▶ _Task directions_
Pictures are to be dropped. Everything else in the listing gets copied exactly.

▶ _Available data_
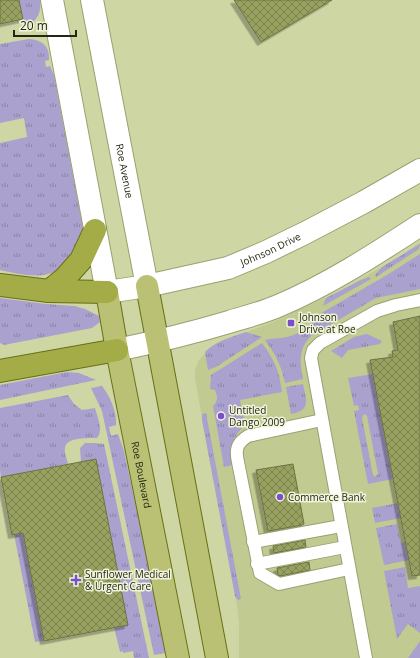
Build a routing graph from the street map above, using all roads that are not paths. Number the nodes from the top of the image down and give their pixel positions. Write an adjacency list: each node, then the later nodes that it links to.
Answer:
1 (52, 0): 5 (main road)
2 (92, 0): 7 (main road, Roe Avenue)
3 (420, 170): 7 (main road, Johnson Drive)
4 (420, 225): 11 (main road)
5 (95, 230): 8 (highway); 9 (main road)
6 (0, 285): 8 (highway)
7 (147, 286): 9 (main road, Johnson Drive); 11 (main road, Roe Avenue)
8 (48, 291): 9 (highway)
9 (107, 292): 12 (main road, Roe Boulevard)
10 (420, 300): 14 (lane)
11 (158, 342): 12 (main road); 21 (main road)
12 (117, 350): 13 (highway); 20 (main road, Roe Boulevard)
13 (0, 371)
14 (322, 420): 15 (lane); 16 (lane)
15 (342, 526): 16 (lane); 17 (lane)
16 (253, 542): 18 (lane)
17 (346, 547): 18 (lane); 19 (lane)
18 (257, 564): 19 (lane)
19 (349, 569): 22 (lane)
20 (178, 658)
21 (217, 658)
22 (366, 658)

▶ _Response to this exercise_
Build a routing graph from the street map above, using all roads that are not paths. Number the nodes from the top of the image down and give their pixel positions. Write an adjacency list: each node, then the later nodes that it links to.
Answer:
1 (52, 0): 5 (main road)
2 (92, 0): 7 (main road, Roe Avenue)
3 (420, 170): 7 (main road, Johnson Drive)
4 (420, 225): 11 (main road)
5 (95, 230): 8 (highway); 9 (main road)
6 (0, 285): 8 (highway)
7 (147, 286): 9 (main road, Johnson Drive); 11 (main road, Roe Avenue)
8 (48, 291): 9 (highway)
9 (107, 292): 12 (main road, Roe Boulevard)
10 (420, 300): 14 (lane)
11 (158, 342): 12 (main road); 21 (main road)
12 (117, 350): 13 (highway); 20 (main road, Roe Boulevard)
13 (0, 371)
14 (322, 420): 15 (lane); 16 (lane)
15 (342, 526): 16 (lane); 17 (lane)
16 (253, 542): 18 (lane)
17 (346, 547): 18 (lane); 19 (lane)
18 (257, 564): 19 (lane)
19 (349, 569): 22 (lane)
20 (178, 658)
21 (217, 658)
22 (366, 658)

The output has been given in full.